Why is this happening?

Many reasons, not the least of which is businesses' reluctance to borrow. But the Federal Reserve is playing a major role in pushing this shift.

For the past three years, the Fed has done everything in its power to lower the interest rate on government debt by buying the stuff up by the trillions. It doesn't do this in secret, but by explicitly stating its intent to buy a specific amount of bonds over a set period of time. Able to smell blood better than sharks, large investors -- including and especially banks -- can preemptively buy bonds before the Fed and enjoy the ride once the buying begins.

Bill Gross of PIMCO described this strategy early last year:

PIMCO's view is simple: shake hands with the government; make them your partner by acknowledging that their checkbook represents the largest and most potent source of buying power in 2009 and beyond. Anticipate, then buy what they buy, only do it first.

The beauty in this is that we don't even need to anticipate anymore. A recent Fed press release explains:

On or around the eighth business day of each month, the [Fed] will publish a tentative schedule of purchase operations expected to take place through the middle of the following month, as well as the anticipated total amount of purchases to be conducted over that period.

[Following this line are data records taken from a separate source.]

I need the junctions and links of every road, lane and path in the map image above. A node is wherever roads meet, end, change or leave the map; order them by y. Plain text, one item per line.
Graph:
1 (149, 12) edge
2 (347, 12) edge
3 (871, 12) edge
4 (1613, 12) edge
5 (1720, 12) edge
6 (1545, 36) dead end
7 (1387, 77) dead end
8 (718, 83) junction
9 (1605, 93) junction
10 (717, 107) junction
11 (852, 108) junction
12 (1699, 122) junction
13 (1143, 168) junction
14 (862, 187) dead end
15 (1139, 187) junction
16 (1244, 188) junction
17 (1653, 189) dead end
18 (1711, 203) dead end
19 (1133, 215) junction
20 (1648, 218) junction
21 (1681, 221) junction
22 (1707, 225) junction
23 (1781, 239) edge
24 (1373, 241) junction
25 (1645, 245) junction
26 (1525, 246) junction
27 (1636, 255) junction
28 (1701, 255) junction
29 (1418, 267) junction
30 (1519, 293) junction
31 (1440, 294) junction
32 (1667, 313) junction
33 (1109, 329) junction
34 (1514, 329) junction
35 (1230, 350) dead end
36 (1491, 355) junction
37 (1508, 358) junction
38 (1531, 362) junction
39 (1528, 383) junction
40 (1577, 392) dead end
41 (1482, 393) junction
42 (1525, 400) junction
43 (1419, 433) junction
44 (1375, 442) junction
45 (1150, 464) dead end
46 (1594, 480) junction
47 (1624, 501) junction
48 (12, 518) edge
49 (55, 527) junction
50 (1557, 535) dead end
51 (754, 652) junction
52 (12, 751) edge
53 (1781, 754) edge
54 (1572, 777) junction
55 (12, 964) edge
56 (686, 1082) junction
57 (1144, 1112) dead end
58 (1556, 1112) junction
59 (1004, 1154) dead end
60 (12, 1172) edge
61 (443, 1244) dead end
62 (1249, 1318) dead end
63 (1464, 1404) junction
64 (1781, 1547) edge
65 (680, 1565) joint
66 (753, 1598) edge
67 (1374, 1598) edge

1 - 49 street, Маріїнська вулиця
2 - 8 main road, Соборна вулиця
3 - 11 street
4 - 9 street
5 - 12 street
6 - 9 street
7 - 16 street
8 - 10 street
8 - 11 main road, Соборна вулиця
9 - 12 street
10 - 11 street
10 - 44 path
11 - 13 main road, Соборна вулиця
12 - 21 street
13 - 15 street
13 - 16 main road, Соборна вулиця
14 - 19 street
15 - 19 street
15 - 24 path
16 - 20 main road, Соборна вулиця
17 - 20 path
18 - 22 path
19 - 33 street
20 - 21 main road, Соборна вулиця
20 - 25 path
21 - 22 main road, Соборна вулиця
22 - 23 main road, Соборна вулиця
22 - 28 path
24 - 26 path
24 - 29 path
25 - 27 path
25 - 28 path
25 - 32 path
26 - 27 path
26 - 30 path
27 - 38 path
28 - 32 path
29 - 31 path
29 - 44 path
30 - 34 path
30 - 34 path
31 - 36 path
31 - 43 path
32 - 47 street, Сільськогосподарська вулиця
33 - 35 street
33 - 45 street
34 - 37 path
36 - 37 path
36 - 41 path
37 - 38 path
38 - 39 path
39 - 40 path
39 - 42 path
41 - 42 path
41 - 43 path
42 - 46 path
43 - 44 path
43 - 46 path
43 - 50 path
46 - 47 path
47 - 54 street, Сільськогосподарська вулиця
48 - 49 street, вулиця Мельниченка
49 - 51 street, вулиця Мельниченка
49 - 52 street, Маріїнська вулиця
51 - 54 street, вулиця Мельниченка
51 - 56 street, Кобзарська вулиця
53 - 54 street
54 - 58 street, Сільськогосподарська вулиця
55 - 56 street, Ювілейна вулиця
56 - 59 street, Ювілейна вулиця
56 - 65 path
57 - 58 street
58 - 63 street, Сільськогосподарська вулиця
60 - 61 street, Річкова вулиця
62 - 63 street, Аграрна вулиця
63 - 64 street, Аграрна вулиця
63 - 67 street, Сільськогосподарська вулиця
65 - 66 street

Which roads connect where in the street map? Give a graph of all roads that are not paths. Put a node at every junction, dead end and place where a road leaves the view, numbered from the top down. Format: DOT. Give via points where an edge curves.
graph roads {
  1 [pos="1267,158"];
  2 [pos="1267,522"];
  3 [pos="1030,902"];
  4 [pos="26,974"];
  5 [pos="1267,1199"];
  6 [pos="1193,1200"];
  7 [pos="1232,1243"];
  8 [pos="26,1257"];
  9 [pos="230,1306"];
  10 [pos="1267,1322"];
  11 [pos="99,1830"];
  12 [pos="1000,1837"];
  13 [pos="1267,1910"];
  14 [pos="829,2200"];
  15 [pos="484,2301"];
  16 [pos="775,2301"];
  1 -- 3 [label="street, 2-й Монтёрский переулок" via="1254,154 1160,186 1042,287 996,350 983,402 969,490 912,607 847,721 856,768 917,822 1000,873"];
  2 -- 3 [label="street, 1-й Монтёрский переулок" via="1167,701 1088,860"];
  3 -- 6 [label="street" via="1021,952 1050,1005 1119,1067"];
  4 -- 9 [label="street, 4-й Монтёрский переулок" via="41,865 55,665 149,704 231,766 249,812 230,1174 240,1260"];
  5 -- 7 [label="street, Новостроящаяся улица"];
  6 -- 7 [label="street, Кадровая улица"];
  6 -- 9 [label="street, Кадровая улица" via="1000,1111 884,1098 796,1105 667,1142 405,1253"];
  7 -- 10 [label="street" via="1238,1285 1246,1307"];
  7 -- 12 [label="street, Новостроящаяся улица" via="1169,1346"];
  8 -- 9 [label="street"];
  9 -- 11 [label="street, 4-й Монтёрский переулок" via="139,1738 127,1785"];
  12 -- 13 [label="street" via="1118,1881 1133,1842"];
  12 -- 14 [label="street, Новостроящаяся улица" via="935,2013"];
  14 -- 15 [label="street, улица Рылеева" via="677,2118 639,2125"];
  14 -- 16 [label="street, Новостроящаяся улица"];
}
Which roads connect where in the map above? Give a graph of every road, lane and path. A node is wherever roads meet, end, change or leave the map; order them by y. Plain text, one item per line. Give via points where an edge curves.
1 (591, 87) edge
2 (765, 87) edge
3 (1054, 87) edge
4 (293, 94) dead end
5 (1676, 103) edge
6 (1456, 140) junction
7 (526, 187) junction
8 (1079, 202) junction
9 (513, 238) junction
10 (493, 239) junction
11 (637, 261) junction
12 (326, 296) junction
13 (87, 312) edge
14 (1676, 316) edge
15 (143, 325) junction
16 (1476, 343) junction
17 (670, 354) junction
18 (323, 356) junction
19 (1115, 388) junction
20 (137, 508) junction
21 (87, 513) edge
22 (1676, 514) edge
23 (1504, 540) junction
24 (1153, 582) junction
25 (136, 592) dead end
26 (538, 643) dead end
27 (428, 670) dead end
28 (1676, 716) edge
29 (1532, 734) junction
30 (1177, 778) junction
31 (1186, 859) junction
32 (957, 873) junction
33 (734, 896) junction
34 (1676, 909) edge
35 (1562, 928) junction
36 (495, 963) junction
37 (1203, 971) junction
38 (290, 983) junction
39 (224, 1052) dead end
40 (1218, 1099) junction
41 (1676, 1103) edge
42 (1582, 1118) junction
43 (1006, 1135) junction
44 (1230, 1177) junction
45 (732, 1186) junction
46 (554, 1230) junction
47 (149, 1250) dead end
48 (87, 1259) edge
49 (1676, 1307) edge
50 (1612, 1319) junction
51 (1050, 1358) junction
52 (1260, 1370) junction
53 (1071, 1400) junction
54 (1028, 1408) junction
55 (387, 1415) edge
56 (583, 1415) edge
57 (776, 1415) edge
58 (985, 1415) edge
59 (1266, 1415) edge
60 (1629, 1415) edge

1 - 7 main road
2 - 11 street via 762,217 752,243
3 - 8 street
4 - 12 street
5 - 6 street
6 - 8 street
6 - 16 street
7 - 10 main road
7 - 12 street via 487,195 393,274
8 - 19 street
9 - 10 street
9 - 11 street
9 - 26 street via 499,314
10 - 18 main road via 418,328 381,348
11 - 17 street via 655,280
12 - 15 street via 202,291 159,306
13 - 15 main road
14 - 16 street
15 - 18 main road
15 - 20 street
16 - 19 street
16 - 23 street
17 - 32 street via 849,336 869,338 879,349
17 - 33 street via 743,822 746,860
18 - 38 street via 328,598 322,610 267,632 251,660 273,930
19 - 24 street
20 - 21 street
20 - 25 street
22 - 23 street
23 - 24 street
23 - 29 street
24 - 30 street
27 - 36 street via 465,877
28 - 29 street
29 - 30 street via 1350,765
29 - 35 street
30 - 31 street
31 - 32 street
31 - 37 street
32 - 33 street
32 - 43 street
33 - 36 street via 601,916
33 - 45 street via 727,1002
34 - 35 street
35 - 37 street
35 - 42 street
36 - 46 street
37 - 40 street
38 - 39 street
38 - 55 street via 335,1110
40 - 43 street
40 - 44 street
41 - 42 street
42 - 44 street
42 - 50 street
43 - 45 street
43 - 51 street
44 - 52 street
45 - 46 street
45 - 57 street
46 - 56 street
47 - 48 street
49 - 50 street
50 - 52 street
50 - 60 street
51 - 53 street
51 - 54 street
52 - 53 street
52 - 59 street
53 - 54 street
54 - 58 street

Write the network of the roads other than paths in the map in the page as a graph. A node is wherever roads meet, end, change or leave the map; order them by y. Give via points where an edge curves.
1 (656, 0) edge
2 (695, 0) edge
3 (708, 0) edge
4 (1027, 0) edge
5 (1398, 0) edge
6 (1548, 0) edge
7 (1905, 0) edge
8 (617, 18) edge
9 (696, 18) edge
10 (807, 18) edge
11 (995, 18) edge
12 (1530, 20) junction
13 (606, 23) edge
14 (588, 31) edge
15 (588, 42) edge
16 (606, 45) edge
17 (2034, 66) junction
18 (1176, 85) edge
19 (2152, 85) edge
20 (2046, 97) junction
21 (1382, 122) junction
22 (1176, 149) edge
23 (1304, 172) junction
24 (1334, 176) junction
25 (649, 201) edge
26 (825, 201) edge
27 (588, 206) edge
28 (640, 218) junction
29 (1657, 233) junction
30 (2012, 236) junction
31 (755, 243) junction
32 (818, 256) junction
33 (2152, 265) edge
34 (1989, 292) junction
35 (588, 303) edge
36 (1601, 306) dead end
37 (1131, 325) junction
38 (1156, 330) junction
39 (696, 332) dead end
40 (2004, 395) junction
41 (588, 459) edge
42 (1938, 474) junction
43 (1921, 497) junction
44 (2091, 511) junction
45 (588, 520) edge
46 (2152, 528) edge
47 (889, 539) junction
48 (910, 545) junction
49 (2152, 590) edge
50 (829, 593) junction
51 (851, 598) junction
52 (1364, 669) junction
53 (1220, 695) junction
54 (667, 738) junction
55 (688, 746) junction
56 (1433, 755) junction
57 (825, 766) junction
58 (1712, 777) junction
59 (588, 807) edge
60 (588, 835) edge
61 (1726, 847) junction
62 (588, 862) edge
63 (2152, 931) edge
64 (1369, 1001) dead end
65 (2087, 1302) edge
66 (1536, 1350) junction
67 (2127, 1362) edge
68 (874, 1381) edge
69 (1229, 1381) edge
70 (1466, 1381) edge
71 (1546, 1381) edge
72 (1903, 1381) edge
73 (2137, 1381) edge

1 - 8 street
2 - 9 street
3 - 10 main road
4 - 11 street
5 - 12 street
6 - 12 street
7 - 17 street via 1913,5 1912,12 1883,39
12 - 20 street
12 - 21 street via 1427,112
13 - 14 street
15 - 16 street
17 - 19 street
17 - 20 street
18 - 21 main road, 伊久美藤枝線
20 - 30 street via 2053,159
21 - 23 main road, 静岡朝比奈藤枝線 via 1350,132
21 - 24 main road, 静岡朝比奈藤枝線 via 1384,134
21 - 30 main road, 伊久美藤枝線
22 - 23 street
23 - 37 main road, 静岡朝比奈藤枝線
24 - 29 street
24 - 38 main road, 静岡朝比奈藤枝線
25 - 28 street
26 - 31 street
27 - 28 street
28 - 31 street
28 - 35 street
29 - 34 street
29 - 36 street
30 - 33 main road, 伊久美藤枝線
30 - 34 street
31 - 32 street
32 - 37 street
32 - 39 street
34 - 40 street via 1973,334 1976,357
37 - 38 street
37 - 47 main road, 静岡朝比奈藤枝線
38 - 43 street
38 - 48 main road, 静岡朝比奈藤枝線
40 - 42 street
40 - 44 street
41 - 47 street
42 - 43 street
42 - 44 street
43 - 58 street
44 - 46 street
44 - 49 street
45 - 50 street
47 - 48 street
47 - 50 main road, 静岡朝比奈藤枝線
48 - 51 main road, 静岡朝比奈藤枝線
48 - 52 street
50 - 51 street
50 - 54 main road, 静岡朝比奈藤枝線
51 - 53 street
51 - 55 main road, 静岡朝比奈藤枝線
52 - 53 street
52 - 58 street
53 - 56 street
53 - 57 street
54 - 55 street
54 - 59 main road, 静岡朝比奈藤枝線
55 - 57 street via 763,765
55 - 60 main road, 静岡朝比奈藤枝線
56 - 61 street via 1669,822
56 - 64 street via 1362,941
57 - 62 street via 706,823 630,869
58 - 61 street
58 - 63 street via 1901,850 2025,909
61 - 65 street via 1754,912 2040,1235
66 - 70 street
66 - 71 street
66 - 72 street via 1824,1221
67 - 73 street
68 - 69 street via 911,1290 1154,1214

When the Fed was buying $1 trillion worth of agency securities (Fannie and Freddie paper) last summer, bank analyst Meredith Whitney explained how banks like Citigroup (NYSE: C) and Bank of America (NYSE: BAC) took advantage of this:

A lot of the banks got sort of back-door financing from the federal government by this massive agency trade, where they increased their holdings of government-backed securities ... and made billions of dollars off of writing those securities up [after the Fed drove up prices].

Can't blame them. But the irony is that this is exactly contrary of the Fed's intended goals. The idea of the Fed buying bonds is that banks will be chased out of low-yielding government debt and into riskier assets like corporate loans. Yet as the Fed continues to announce its intent to blindly buy bonds into the future, the opposite has happened. Banks' incentive today is not to make loans to business. It's to play a far more profitable game of arbitrage with the government. That's where the incentives are.

This hasn't been a problem for large corporations like Johnson & Johnson (NYSE: JNJ) and IBM (NYSE: IBM), which have access to the commercial bond market that's in the midst of its own epic bubble. The bond market is so eager to shower cash on large corporations that some companies, like Microsoft (Nasdaq: MSFT), have used ultra-cheap bond proceeds to boost dividends and buybacks.

But for the country's masses, the incentive for banks to play chicken with the Fed has rendered loose monetary policy not only ineffective, but counterproductive. The return on savings accounts has been whittled down to nearly nothing; pension liabilities have gone through the roof as discount rates plunge. An expansion of private bank credit, however, has been nonexistent.

To return to the Salk analogy, what has the Fed's monetary policy really done for the economy? Surely it's created many, many more insects. But rather than those insects working up from the bottom of the food chain and nourishing everyone else along the way, they've primarily fed bank shareholders -- who, you should know by now, are at the top of the food chain and refuse to share their meals.

Hard to call that anything other than a failed financial system.              

Check back every Tuesday and Friday for Morgan Housel's columns on finance and economics.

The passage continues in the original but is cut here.